## EXERCISE DIRECTIONS
From the entries, copy every line that carries the string "points".

## EXERCISE INPUTS
=-=-=-=-=
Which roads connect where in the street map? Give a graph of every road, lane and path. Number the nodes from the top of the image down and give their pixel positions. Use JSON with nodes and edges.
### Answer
=-=-=-=-=
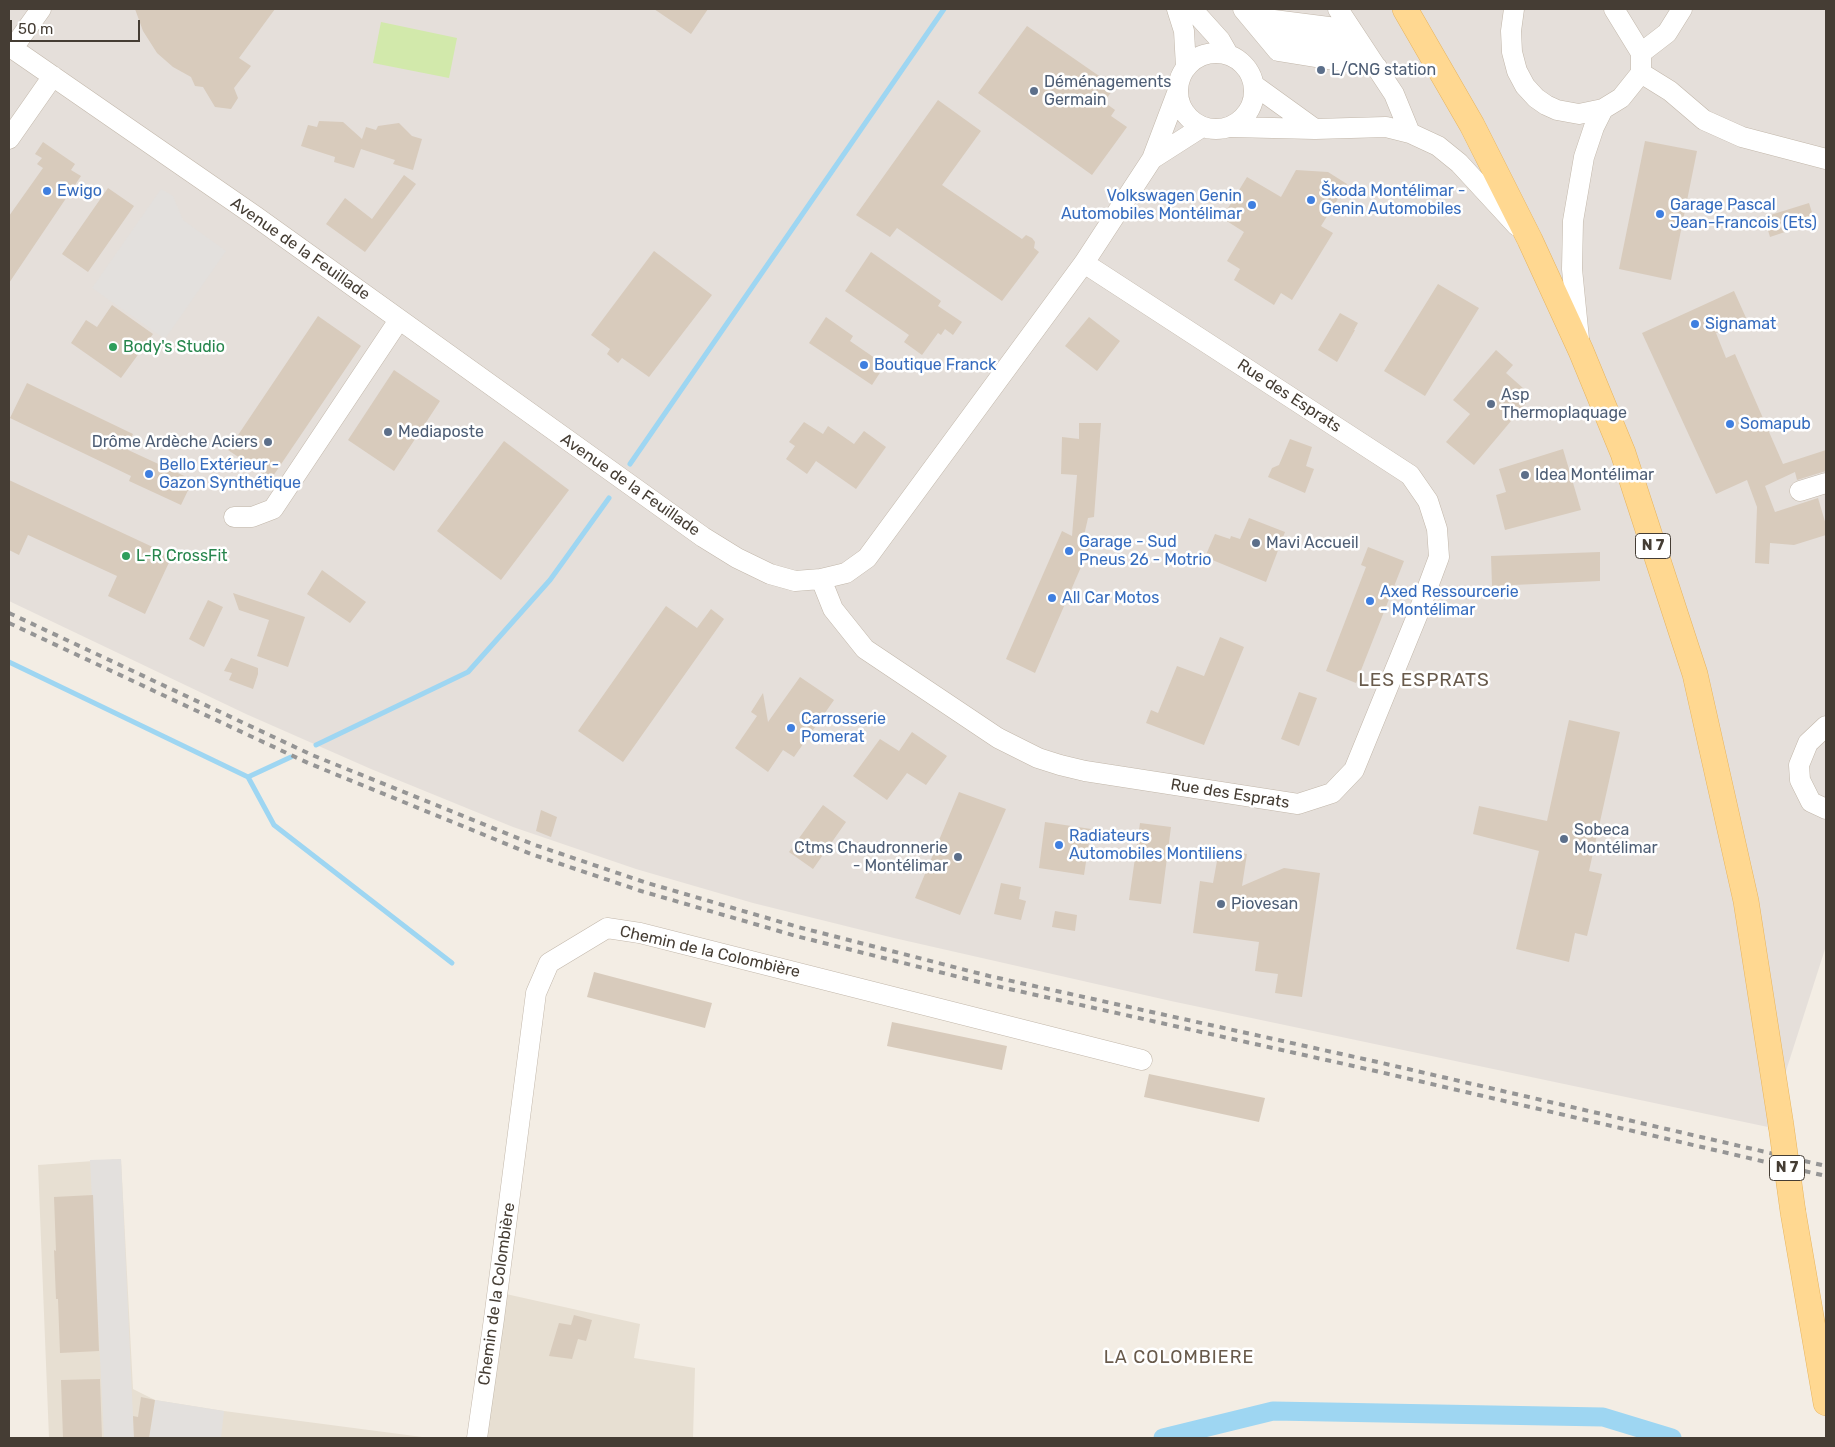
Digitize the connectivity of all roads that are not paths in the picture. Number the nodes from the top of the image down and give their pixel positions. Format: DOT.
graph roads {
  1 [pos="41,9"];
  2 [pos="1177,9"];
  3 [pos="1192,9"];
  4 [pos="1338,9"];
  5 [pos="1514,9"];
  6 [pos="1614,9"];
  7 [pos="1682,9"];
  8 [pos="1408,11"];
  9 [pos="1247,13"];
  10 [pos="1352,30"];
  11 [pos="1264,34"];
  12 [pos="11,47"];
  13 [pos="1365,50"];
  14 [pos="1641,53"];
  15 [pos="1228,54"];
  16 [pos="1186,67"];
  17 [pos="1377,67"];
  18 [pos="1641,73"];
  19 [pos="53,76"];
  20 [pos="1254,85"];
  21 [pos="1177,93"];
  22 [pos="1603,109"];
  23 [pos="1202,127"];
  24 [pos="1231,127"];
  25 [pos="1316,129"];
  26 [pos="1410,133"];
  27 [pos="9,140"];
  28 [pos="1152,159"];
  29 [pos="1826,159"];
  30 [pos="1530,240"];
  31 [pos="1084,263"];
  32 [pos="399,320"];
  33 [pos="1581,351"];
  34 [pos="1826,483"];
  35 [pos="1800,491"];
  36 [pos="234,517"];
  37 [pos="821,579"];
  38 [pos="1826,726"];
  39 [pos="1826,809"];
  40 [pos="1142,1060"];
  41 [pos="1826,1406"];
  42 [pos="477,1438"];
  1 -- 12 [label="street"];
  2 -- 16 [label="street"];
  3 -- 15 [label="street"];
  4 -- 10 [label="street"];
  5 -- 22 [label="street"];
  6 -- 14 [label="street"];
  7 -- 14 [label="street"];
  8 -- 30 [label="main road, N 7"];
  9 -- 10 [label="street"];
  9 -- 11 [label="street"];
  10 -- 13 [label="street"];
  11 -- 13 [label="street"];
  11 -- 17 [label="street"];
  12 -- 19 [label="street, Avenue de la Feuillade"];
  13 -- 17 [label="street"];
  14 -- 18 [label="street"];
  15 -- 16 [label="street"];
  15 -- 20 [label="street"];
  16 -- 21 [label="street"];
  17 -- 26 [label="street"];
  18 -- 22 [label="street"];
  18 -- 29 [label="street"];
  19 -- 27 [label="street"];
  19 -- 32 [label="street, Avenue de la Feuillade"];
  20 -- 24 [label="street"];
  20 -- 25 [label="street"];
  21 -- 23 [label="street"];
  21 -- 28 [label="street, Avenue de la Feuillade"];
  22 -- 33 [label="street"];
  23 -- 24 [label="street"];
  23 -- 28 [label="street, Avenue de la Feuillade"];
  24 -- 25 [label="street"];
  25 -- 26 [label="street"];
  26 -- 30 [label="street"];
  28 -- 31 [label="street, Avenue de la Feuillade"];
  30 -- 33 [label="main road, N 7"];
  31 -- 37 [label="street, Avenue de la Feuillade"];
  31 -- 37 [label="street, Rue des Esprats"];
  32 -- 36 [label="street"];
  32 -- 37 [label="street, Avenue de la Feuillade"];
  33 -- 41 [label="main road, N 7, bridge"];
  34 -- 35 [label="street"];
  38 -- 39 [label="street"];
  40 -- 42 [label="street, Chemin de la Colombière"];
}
=-=-=-=-=
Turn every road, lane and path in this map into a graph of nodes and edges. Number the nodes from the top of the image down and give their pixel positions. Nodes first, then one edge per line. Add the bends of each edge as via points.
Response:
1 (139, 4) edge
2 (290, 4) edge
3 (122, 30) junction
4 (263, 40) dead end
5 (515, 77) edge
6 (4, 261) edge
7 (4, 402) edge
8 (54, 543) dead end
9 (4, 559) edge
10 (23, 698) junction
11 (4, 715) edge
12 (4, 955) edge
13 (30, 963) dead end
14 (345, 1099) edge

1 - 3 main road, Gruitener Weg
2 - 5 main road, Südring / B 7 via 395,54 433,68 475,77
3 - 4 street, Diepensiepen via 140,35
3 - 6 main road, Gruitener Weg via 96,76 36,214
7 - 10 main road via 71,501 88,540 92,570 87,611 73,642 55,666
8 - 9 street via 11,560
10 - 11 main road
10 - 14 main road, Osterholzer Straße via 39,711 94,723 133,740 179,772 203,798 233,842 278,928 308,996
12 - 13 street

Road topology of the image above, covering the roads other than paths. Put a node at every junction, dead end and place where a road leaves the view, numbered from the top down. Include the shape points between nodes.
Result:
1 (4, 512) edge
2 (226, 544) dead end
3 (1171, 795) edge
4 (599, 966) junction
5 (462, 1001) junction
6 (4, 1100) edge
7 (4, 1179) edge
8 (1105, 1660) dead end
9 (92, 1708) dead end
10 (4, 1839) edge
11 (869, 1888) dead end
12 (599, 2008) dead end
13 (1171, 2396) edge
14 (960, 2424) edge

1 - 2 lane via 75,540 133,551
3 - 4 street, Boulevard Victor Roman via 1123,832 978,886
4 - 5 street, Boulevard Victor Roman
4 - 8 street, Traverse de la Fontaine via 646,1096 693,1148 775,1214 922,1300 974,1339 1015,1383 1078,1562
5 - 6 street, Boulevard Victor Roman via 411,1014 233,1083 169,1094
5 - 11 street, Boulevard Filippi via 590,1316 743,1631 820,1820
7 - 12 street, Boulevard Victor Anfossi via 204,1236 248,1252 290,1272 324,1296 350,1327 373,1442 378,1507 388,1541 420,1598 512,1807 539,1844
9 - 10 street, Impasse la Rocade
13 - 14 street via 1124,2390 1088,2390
=-=-=-=-=
## WRITTEN SOLUTION
Turn every road, lane and path in this map into a graph of nodes and edges. Number the nodes from the top of the image down and give their pixel positions. Nodes first, then one edge per line. Add the bends of each edge as via points.
Road topology of the image above, covering the roads other than paths. Put a node at every junction, dead end and place where a road leaves the view, numbered from the top down. Include the shape points between nodes.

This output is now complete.